Nothing but a number should be given: the count of lines in the listing that include "dead".
** Opening Material shown block **
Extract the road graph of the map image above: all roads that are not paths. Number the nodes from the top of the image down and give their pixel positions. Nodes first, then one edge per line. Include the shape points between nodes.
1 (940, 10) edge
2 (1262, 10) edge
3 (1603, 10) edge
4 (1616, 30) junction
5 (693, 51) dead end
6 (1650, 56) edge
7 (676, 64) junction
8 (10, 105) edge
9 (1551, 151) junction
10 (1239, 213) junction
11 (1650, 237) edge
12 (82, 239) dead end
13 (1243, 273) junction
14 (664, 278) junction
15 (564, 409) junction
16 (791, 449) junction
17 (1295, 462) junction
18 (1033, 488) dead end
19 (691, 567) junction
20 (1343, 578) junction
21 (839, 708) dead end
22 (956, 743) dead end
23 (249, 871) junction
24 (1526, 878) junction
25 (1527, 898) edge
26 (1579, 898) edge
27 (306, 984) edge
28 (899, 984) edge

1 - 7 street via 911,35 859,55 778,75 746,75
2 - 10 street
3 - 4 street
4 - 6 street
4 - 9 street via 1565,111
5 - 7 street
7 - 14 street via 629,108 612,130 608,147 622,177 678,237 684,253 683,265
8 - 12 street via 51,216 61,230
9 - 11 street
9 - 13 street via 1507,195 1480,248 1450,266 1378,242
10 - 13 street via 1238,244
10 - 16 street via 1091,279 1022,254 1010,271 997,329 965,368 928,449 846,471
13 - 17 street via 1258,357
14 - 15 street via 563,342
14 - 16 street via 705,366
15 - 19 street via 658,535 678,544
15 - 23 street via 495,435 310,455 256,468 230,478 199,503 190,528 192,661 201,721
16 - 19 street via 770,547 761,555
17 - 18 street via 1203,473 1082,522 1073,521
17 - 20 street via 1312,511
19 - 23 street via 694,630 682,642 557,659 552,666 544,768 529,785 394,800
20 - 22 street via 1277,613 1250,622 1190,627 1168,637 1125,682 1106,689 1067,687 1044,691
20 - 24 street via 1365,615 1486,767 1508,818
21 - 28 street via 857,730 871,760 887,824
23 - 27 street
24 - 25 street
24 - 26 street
** Closing Material shown block **
=== Exercise solution ===
5